PROVIDED RECORDS below:

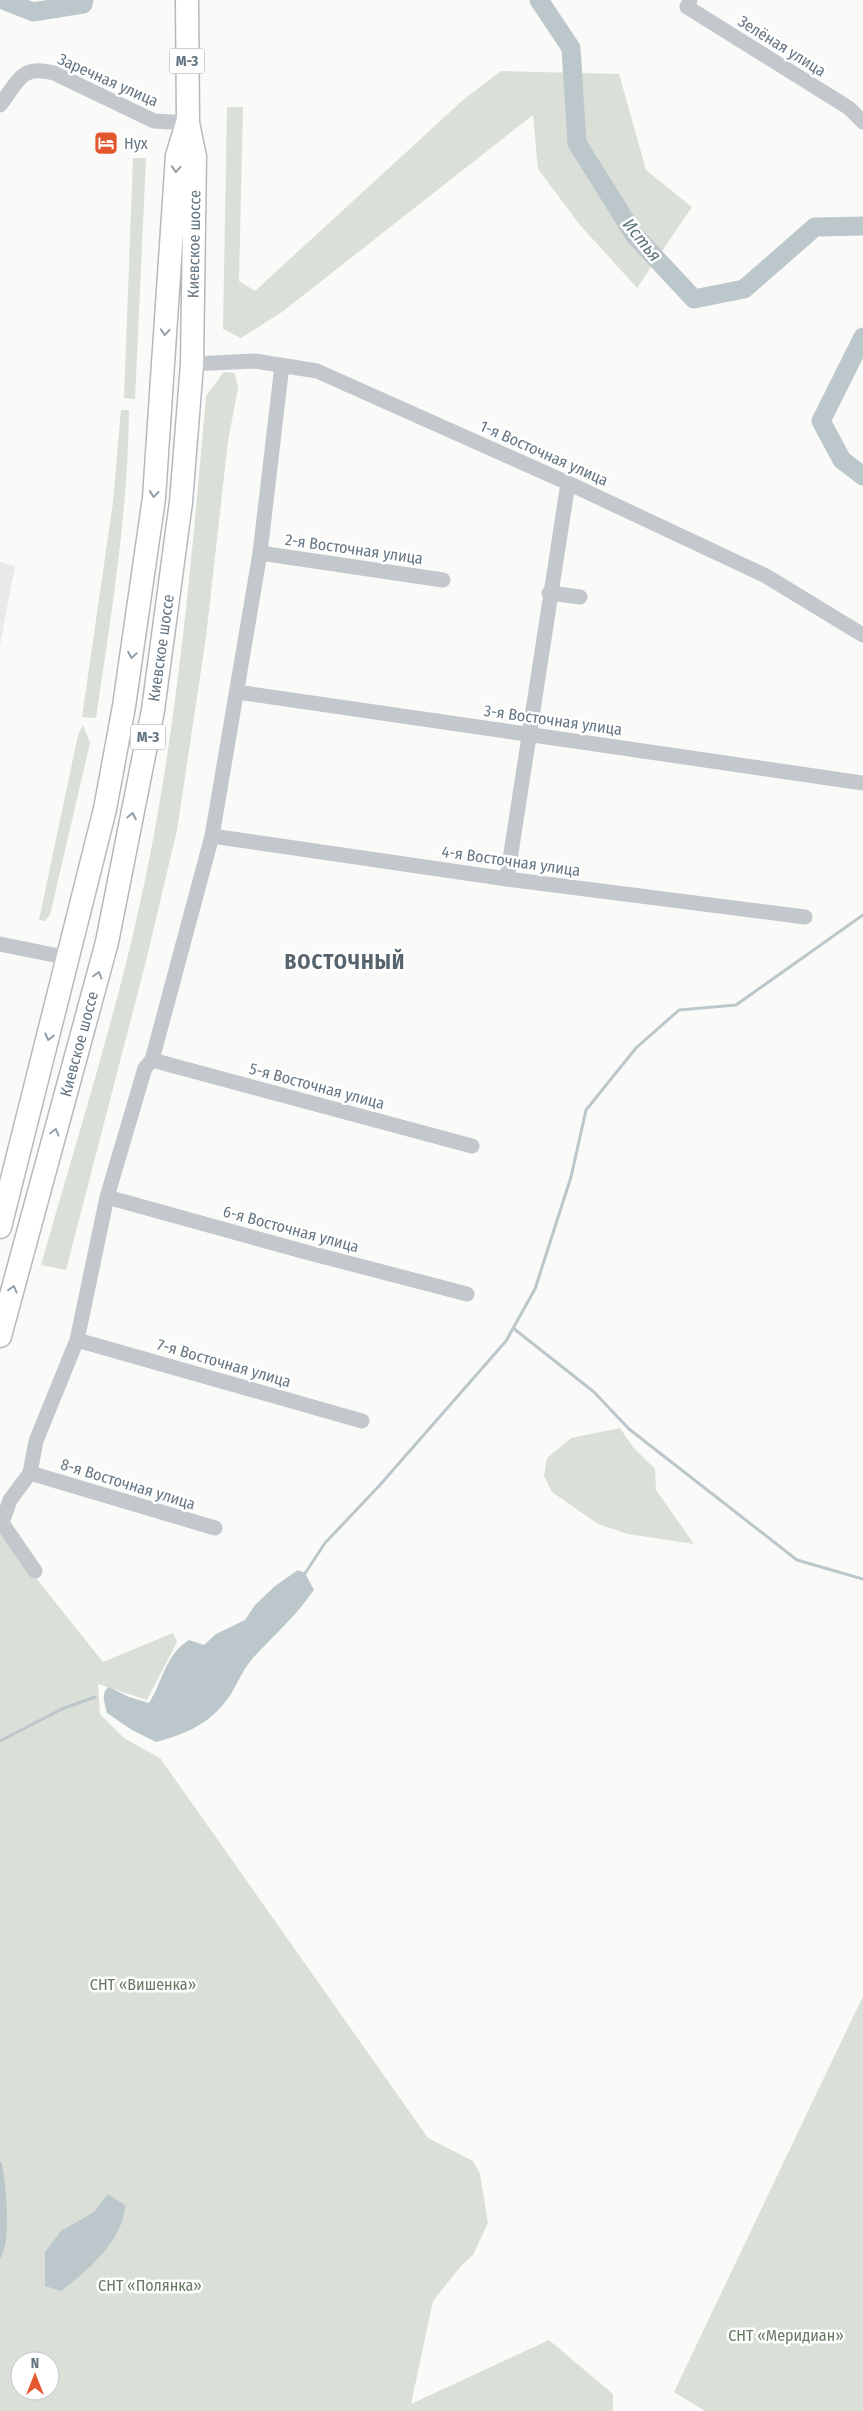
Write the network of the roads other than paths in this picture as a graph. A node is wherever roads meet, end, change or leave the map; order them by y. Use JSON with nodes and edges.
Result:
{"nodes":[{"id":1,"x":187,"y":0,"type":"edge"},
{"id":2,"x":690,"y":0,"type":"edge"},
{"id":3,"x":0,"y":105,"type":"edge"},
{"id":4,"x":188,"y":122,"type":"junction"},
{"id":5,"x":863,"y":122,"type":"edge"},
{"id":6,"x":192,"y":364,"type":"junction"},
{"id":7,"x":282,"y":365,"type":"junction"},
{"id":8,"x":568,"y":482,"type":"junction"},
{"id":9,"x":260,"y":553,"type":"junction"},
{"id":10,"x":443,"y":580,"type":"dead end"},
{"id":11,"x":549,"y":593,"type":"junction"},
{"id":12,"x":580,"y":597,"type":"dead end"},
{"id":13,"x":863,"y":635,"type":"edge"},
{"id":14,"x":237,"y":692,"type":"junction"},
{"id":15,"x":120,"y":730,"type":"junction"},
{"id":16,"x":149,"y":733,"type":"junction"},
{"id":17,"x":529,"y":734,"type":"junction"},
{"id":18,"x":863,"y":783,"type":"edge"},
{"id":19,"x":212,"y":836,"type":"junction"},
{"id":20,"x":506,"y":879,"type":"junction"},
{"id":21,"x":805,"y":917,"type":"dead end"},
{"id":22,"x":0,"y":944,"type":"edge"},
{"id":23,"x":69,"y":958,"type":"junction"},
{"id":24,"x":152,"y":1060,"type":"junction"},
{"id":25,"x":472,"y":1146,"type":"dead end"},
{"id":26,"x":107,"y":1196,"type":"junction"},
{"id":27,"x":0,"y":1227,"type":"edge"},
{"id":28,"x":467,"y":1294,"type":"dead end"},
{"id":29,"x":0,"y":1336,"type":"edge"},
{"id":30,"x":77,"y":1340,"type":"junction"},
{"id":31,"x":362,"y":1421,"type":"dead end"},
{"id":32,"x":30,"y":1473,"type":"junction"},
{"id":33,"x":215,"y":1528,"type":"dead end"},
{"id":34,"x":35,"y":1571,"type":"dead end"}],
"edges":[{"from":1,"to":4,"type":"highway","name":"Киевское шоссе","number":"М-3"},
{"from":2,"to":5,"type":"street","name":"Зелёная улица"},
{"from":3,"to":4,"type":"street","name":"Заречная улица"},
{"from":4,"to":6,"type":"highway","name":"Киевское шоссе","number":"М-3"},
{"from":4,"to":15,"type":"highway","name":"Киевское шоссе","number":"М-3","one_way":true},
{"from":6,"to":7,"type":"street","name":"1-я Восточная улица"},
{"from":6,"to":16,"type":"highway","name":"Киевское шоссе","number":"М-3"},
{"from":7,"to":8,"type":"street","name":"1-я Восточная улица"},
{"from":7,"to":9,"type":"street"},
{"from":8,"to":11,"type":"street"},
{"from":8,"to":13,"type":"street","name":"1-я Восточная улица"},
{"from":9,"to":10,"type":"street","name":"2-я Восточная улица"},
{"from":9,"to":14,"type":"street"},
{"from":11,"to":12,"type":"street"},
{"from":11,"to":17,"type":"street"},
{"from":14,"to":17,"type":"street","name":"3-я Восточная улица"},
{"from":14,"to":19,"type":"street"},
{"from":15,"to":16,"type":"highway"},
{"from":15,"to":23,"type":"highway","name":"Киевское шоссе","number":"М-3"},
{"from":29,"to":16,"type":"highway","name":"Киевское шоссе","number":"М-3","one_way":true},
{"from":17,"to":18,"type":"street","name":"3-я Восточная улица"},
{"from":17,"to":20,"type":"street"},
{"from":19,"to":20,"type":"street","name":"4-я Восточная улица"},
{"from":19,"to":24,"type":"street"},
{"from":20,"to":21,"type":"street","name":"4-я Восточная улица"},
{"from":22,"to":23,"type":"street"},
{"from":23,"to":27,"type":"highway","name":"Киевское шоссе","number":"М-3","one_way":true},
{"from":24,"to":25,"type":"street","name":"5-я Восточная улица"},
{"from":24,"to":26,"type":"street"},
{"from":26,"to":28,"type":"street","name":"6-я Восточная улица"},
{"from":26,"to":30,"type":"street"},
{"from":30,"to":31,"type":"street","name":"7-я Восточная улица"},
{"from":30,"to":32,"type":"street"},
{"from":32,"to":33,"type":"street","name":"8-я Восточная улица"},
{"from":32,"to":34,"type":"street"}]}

End of PROVIDED RECORDS.
PROVIDED RECORDS below:

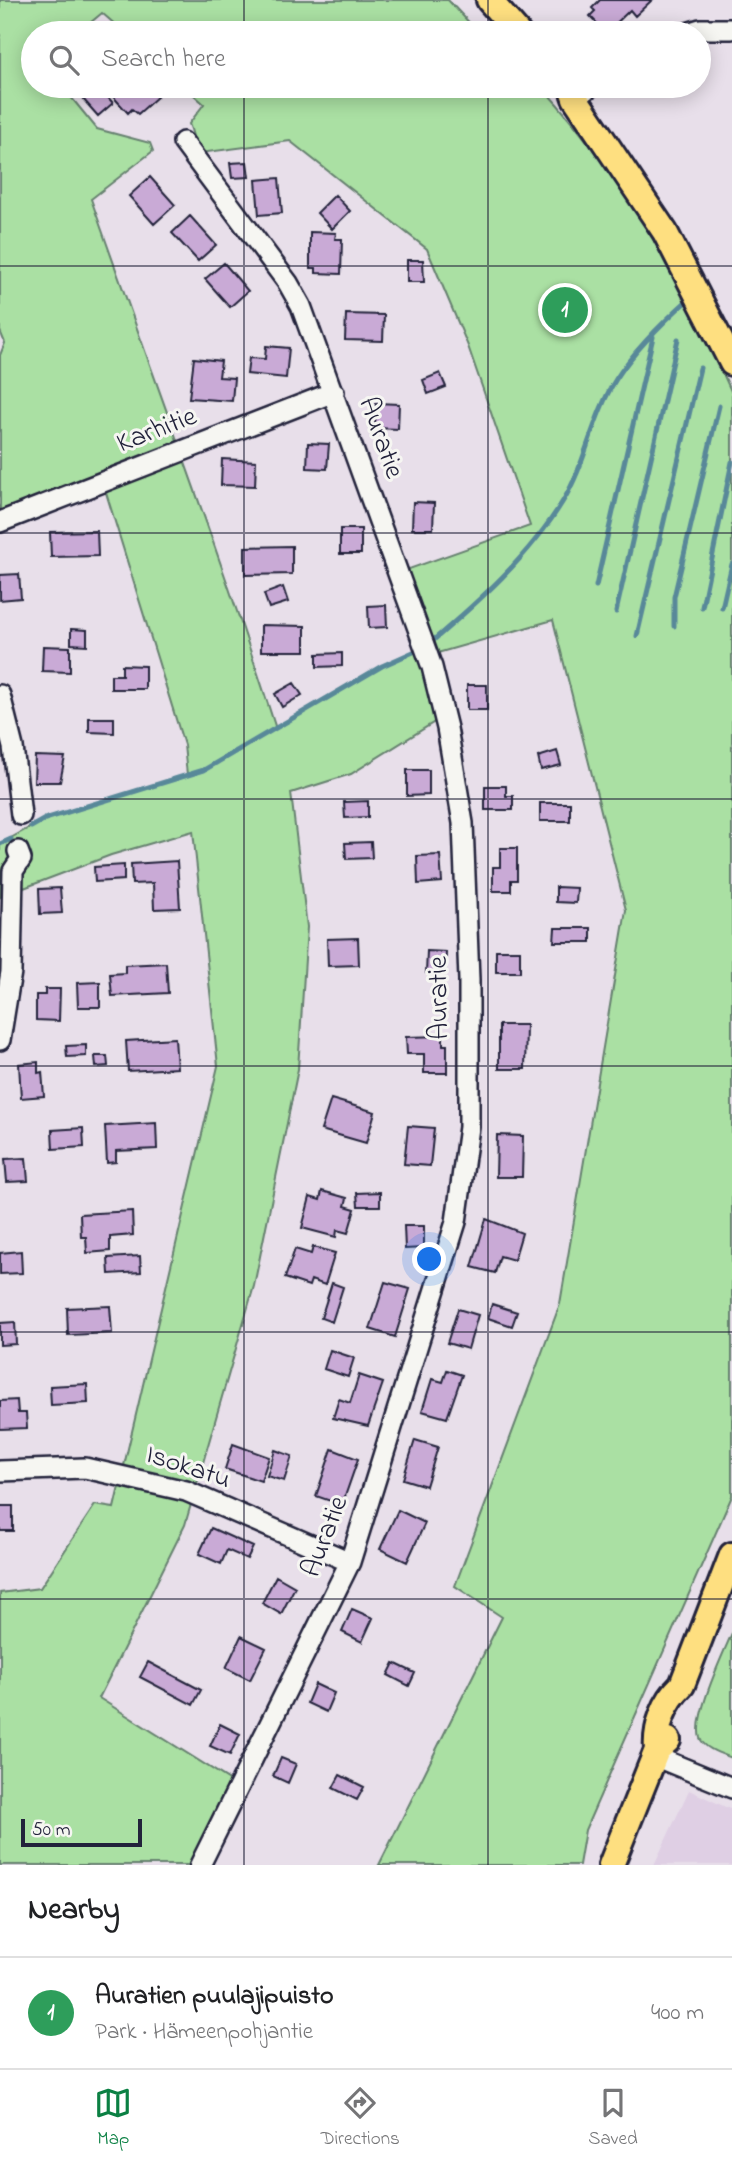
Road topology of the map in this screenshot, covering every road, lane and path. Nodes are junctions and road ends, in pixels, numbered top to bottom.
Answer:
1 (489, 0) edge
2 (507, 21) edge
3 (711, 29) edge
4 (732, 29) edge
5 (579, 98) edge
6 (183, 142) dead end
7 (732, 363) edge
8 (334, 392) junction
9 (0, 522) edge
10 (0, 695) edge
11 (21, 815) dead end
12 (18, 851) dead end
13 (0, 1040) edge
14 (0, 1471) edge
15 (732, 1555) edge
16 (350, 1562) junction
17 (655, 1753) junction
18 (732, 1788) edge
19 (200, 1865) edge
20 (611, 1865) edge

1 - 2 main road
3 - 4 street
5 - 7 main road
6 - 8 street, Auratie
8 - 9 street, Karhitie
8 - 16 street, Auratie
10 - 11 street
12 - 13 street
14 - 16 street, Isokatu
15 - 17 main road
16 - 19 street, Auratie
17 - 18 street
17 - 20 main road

End of PROVIDED RECORDS.

■ REQUIRED WORK: Search the material above for the word "this", then copy each line that holds it.

■ SOLUTION BELOW:
Write the network of the roads other than paths in this picture as a graph. A node is wherever roads meet, end, change or leave the map; order them by y. Use JSON with nodes and edges.
Road topology of the map in this screenshot, covering every road, lane and path. Nodes are junctions and road ends, in pixels, numbered top to bottom.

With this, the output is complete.